• RECORDS TO PROCESS:
══════════════════════════════

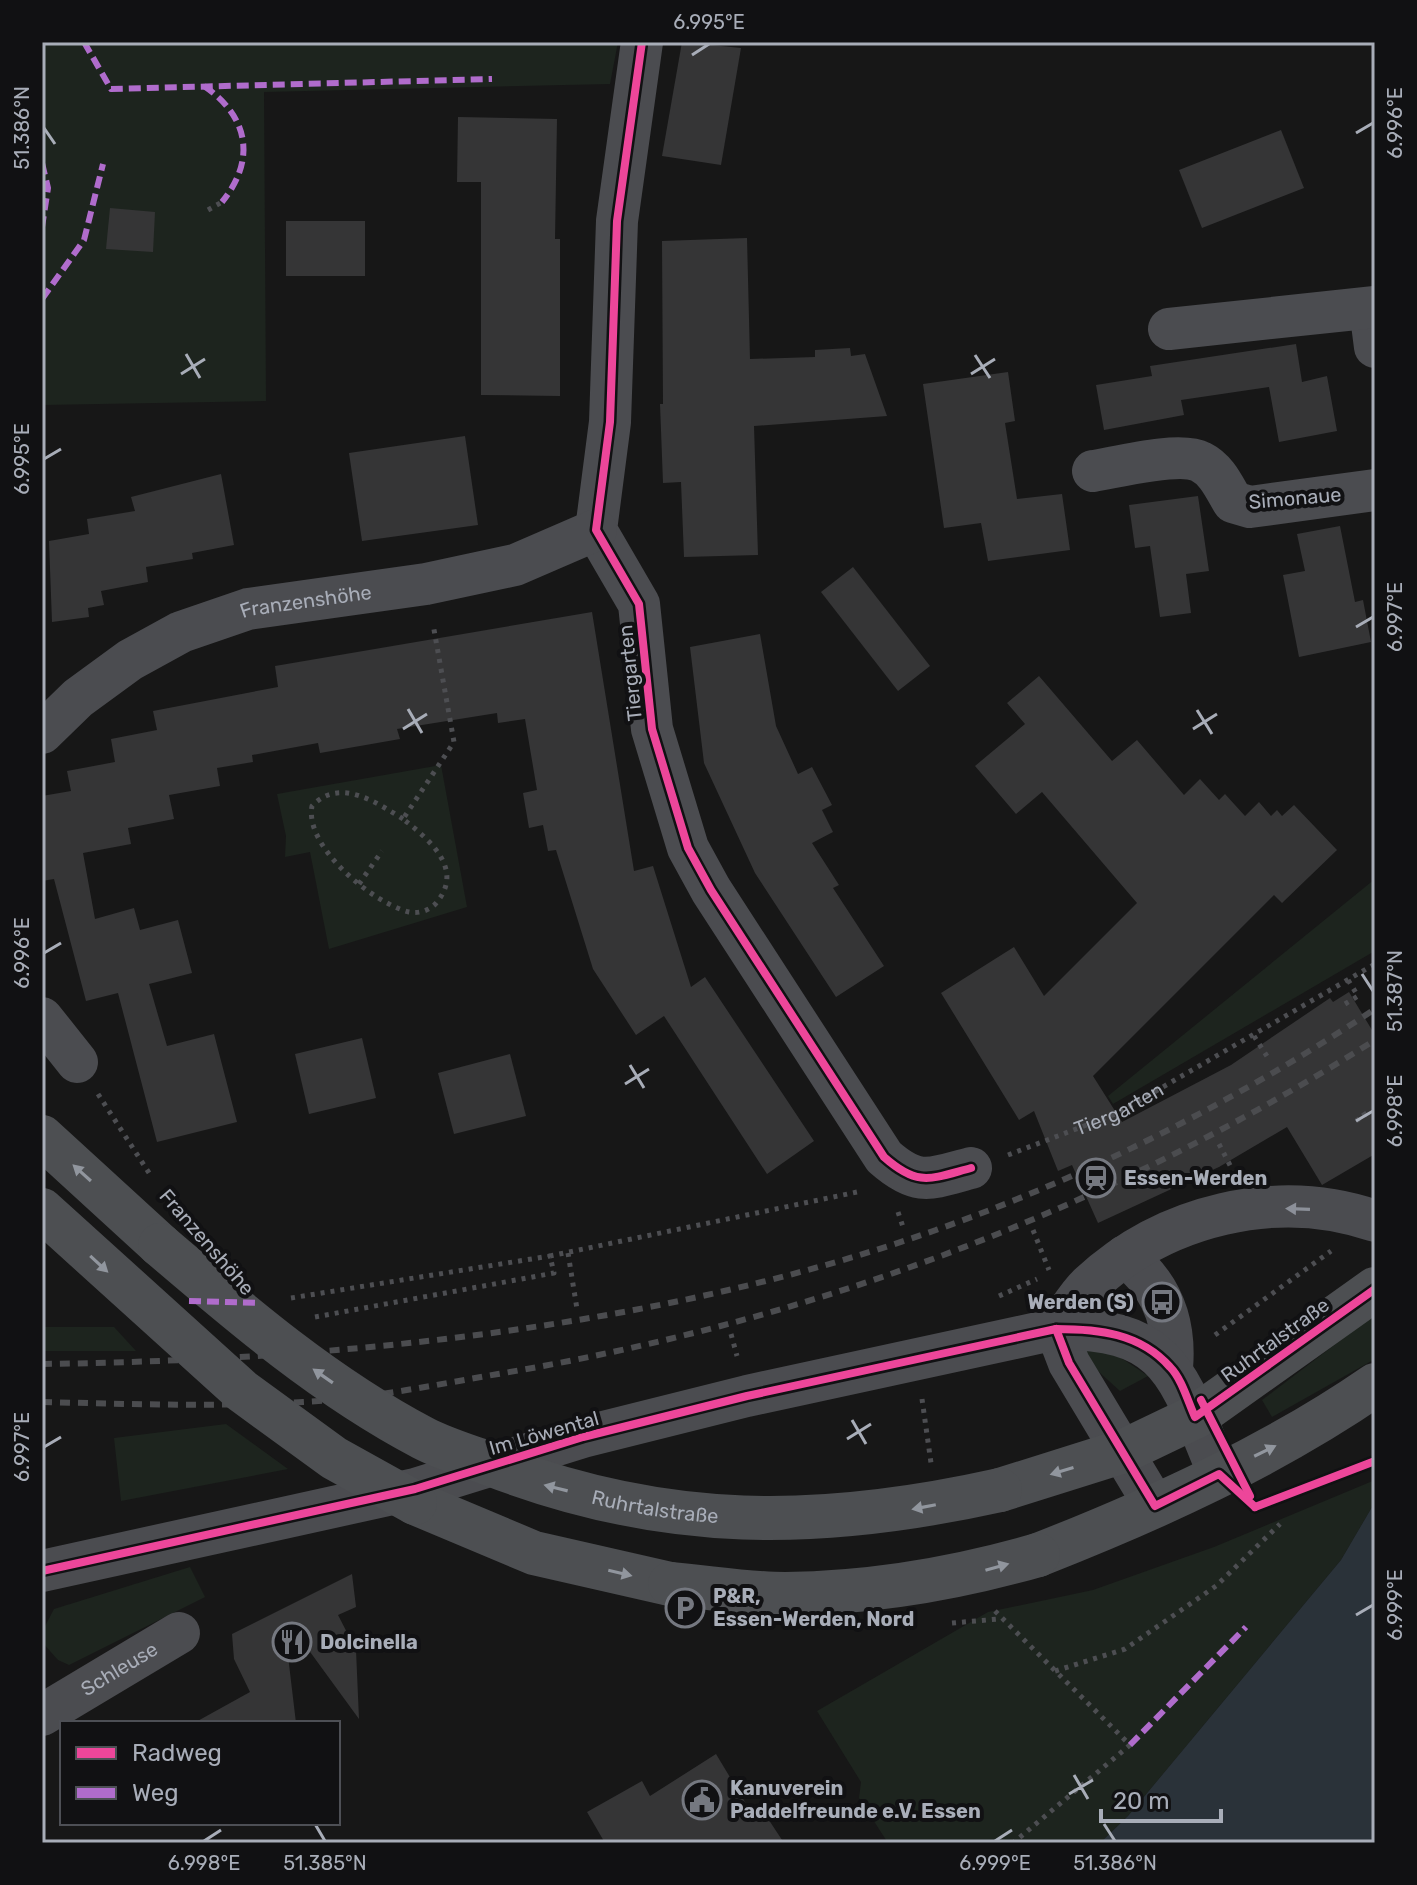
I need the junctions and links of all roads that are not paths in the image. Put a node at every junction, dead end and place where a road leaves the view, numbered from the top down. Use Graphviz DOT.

══════════════════════════════

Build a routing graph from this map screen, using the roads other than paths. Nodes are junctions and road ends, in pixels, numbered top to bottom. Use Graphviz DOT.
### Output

══════════════════════════════

• PROBLEM REQUIREMENTS: State how many lines of the listing above include the word "paths". Give nothing but the number.

• RESULT OF THIS TASK: 2